One very significant change brought about by the Act was the cessation of the first-to-invent system in favour of the first-to-file system, as a step towards being “consistent with patent laws throughout most of the world” This was the last significant change prior to the adoption of the US Patent Reform Act of 2011. Act — and in recent years the courts have issued multiple rulings that have addresses many of the problems innovators face in dealing with patent trolls.
There are currently two patent reform bills circulating in the House and the Senate, The Innovation Act and PATENT Act, respectively. The Protecting American Talent and Entrepreneurship Act (the PATENT Act, S. 1137), introduced by Senator Chuck Grassley, represents Congress’ most recent attempt at patent reform. According to the drafters, the PATENT Act and its counterpart in the House, the Innovation Act, H.R. 9, purport to stop abusive patent litigation practices and prevent “bad actors” from undermining the patent system.
Both bills contain provisions related to heightened pleading standards, fee shifting, discovery reforms, customer stays, abusive demand letters, and America Invents Act (“AIA”) reviews. Many of the changes are targeted at patent assertion entities (with the exclusion of universities) and entities filing frivolous claims. However, some of the most significant reforms in the PATENT Act—the changes to AIA reviews—favor patent owners.

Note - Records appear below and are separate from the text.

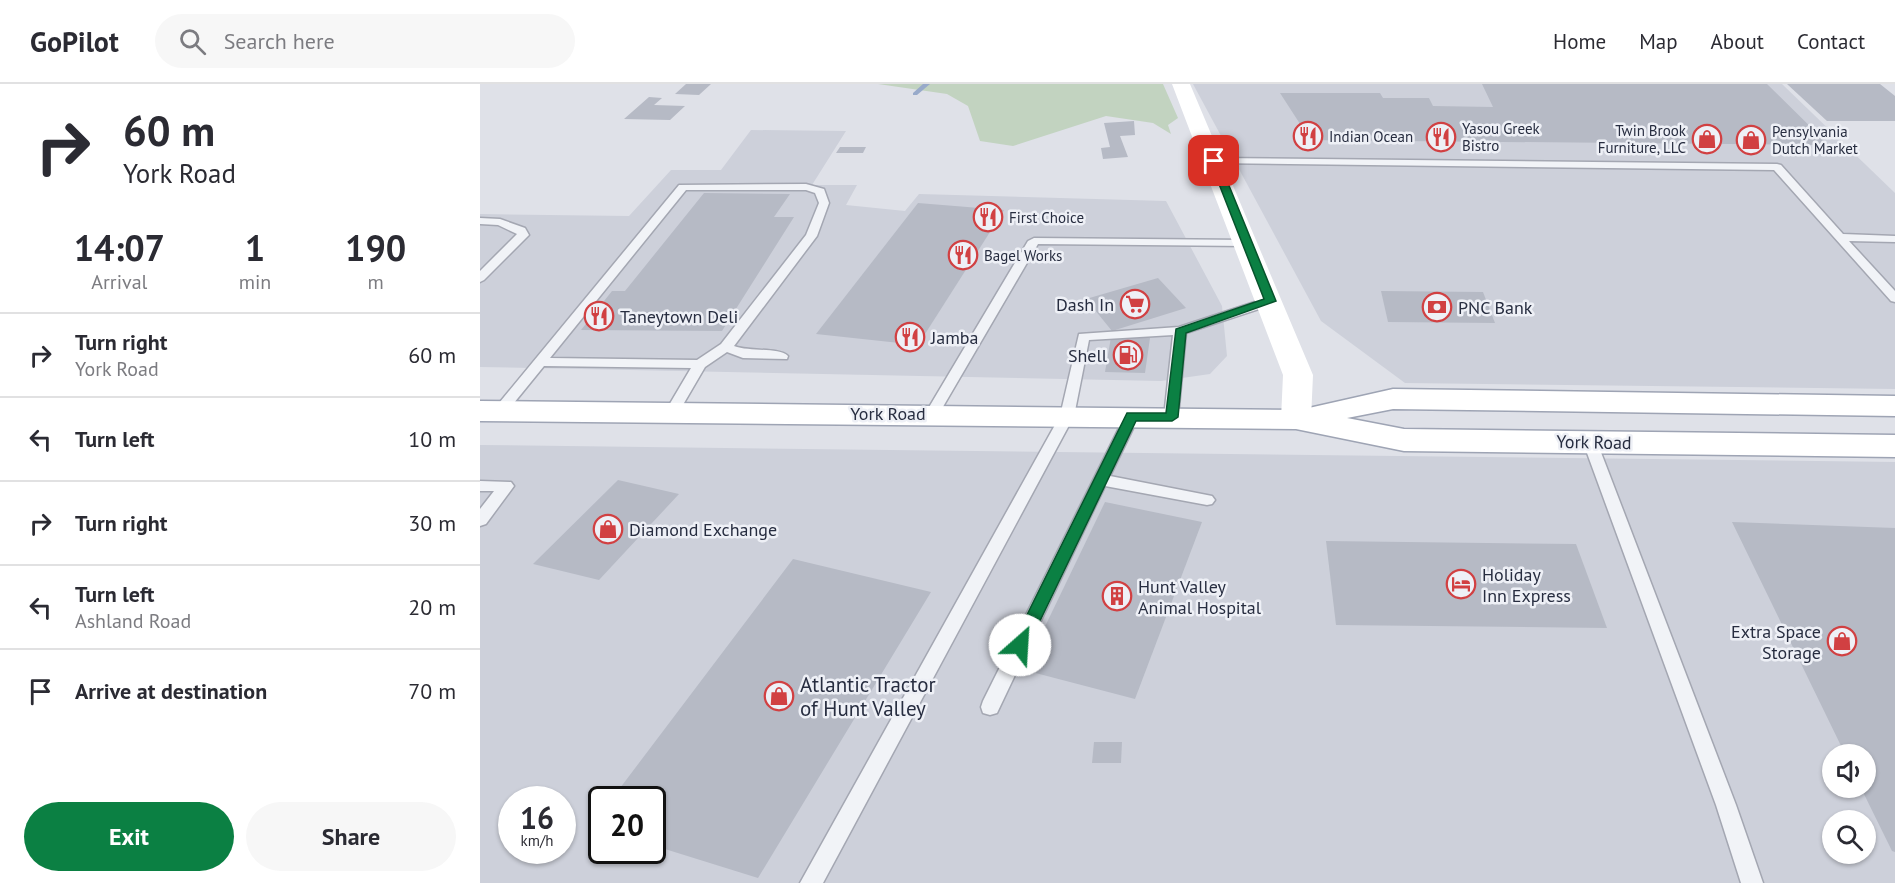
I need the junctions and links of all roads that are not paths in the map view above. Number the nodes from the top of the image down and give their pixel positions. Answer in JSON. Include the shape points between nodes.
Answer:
{"nodes":[{"id":1,"x":1181,"y":84,"type":"edge"},
{"id":2,"x":1214,"y":161,"type":"junction"},
{"id":3,"x":480,"y":221,"type":"edge"},
{"id":4,"x":1841,"y":237,"type":"junction"},
{"id":5,"x":1895,"y":239,"type":"edge"},
{"id":6,"x":1247,"y":243,"type":"junction"},
{"id":7,"x":480,"y":278,"type":"edge"},
{"id":8,"x":1895,"y":298,"type":"edge"},
{"id":9,"x":1270,"y":301,"type":"junction"},
{"id":10,"x":1180,"y":331,"type":"junction"},
{"id":11,"x":726,"y":347,"type":"junction"},
{"id":12,"x":782,"y":356,"type":"dead end"},
{"id":13,"x":539,"y":362,"type":"junction"},
{"id":14,"x":700,"y":364,"type":"junction"},
{"id":15,"x":1895,"y":406,"type":"edge"},
{"id":16,"x":490,"y":411,"type":"edge"},
{"id":17,"x":672,"y":412,"type":"junction"},
{"id":18,"x":932,"y":414,"type":"junction"},
{"id":19,"x":1068,"y":416,"type":"junction"},
{"id":20,"x":1132,"y":416,"type":"junction"},
{"id":21,"x":1172,"y":417,"type":"junction"},
{"id":22,"x":1296,"y":419,"type":"junction"},
{"id":23,"x":1590,"y":442,"type":"junction"},
{"id":24,"x":1861,"y":445,"type":"junction"},
{"id":25,"x":1895,"y":446,"type":"edge"},
{"id":26,"x":1895,"y":451,"type":"edge"},
{"id":27,"x":1101,"y":480,"type":"junction"},
{"id":28,"x":480,"y":486,"type":"edge"},
{"id":29,"x":1207,"y":500,"type":"dead end"},
{"id":30,"x":480,"y":520,"type":"edge"},
{"id":31,"x":990,"y":707,"type":"dead end"},
{"id":32,"x":811,"y":883,"type":"edge"},
{"id":33,"x":1752,"y":883,"type":"edge"}],
"edges":[{"from":1,"to":2,"type":"main road"},
{"from":2,"to":4,"type":"lane","via":[[1777,167]]},
{"from":2,"to":6,"type":"main road"},
{"from":3,"to":7,"type":"lane","via":[[513,226],[523,235]]},
{"from":4,"to":5,"type":"lane"},
{"from":4,"to":8,"type":"lane"},
{"from":6,"to":9,"type":"main road"},
{"from":6,"to":18,"type":"lane","via":[[1034,241]]},
{"from":9,"to":10,"type":"lane"},
{"from":9,"to":22,"type":"main road","via":[[1298,375]]},
{"from":10,"to":19,"type":"lane","via":[[1083,337]]},
{"from":10,"to":21,"type":"lane"},
{"from":11,"to":12,"type":"lane","via":[[743,354]]},
{"from":11,"to":13,"type":"lane","via":[[811,236],[824,203],[820,191],[806,187],[683,187]]},
{"from":11,"to":14,"type":"lane"},
{"from":13,"to":14,"type":"lane"},
{"from":13,"to":16,"type":"lane"},
{"from":14,"to":17,"type":"lane"},
{"from":15,"to":22,"type":"main road","name":"York Road","via":[[1393,399]]},
{"from":16,"to":17,"type":"main road","name":"York Road"},
{"from":17,"to":18,"type":"main road","name":"York Road"},
{"from":18,"to":19,"type":"main road","name":"York Road"},
{"from":19,"to":20,"type":"main road","name":"York Road"},
{"from":19,"to":32,"type":"lane"},
{"from":20,"to":21,"type":"main road","name":"York Road"},
{"from":20,"to":27,"type":"lane"},
{"from":21,"to":22,"type":"main road","name":"York Road"},
{"from":22,"to":23,"type":"main road","name":"York Road","via":[[1404,440]]},
{"from":23,"to":24,"type":"main road","name":"York Road"},
{"from":23,"to":33,"type":"lane"},
{"from":24,"to":25,"type":"main road","name":"York Road"},
{"from":24,"to":26,"type":"lane"},
{"from":27,"to":29,"type":"lane"},
{"from":27,"to":31,"type":"lane"},
{"from":28,"to":30,"type":"lane","via":[[506,486]]}]}
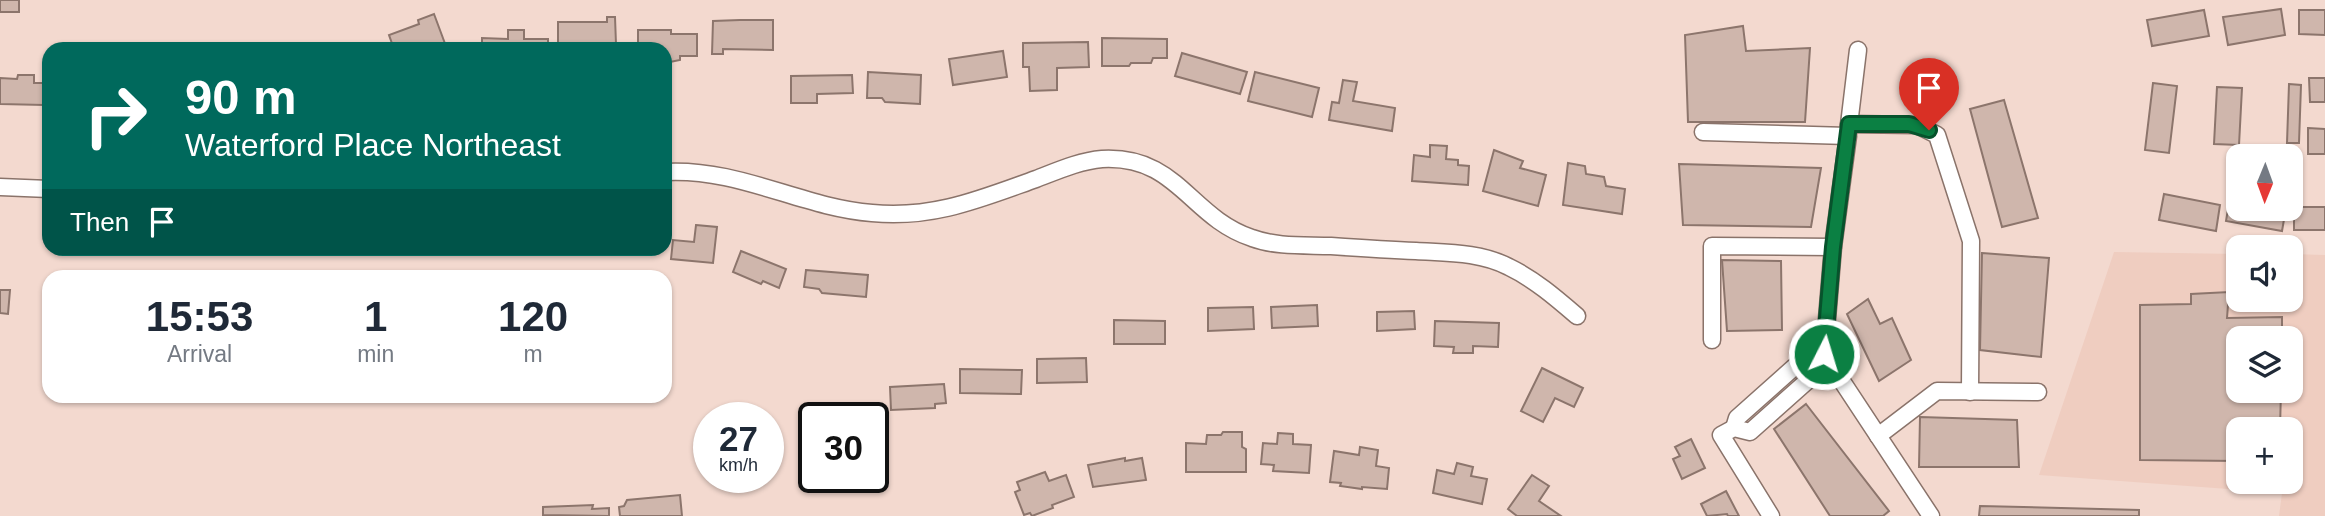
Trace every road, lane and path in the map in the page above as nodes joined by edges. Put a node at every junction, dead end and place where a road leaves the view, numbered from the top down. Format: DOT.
graph roads {
  1 [pos="1858,50"];
  2 [pos="1849,130"];
  3 [pos="1703,132"];
  4 [pos="672,172"];
  5 [pos="0,187"];
  6 [pos="42,189"];
  7 [pos="1833,247"];
  8 [pos="1577,316"];
  9 [pos="1712,340"];
  10 [pos="1824,354"];
  11 [pos="1970,391"];
  12 [pos="2038,392"];
  13 [pos="1878,436"];
  14 [pos="1771,516"];
  15 [pos="1931,516"];
  1 -- 2 [label="street"];
  2 -- 3 [label="street"];
  2 -- 7 [label="street"];
  2 -- 11 [label="street"];
  4 -- 8 [label="street"];
  5 -- 6 [label="street"];
  7 -- 9 [label="street"];
  7 -- 10 [label="street"];
  10 -- 13 [label="street"];
  10 -- 14 [label="street"];
  11 -- 12 [label="street"];
  11 -- 13 [label="street"];
  13 -- 15 [label="street"];
}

The Innovation Act of the 113th Congress (H.R. 3309) is a bill that would change the rules and regulations surrounding patent infringement lawsuits in an attempt to reduce patent lawsuits. This bill in the 113th United States Congress, which passed by the House on December 5, 2013, but never passed by the United States Senate. Instead, the Senate responded with several bills, including the Patent Transparency and Improvements Act (S. 1720); in December 2013, the full Senate Judiciary Committee held a hearing on the topic.
In May 2014, Senator Patrick Leahy, the Chairman of the Senate Judiciary Committee, announced he was “taking the patent bill off [their] agenda” due to a failure of the House and Senate to “combat the scourge of patent trolls on our economy without burdening the companies and universities who rely on the patent system every day”.
The bill was reintroduced in the 114th United States Congress in February 2015 by its original sponsor, Rep. Bob Goodlatte (R, VA-6), and by June 9, 2015, it had accumulated 26 cosponsors. Supports of the legislation say it will update intellectual property laws to reign in “patent trolls” — mostly shell companies that buy up vague patents with the intent of suing other companies for infringement. In the other end the opponents of the bills say they impose overreaching standards that patent litigation that would make it hard for small innovators to protect their property rights.
They argue the legislation favors major tech companies like Google and Apple. They claim that the rush for broad reform, while geared to limiting lawsuits, threatens inventors. They also charge that companies such as Google, which has hundreds of patents, has cozied up to the Obama administration to win the new reforms that might protect their effort to out-patent competitors like Apple. The latest criticism came from Blackwell in a letter to 75 conservative leaders.
The pursuit of profit by one industry faction at the expense of another should not be dictating policy,
but that is what’s often happening at the nexus of intellectual property law and antitrust law. If this free-market economic balance shifts to favor short-term profits of technology implementers over long-term innovation, consumers will be the biggest losers. Today, political expediency and corporate interests are forcing this initiative even though it is unnecessary.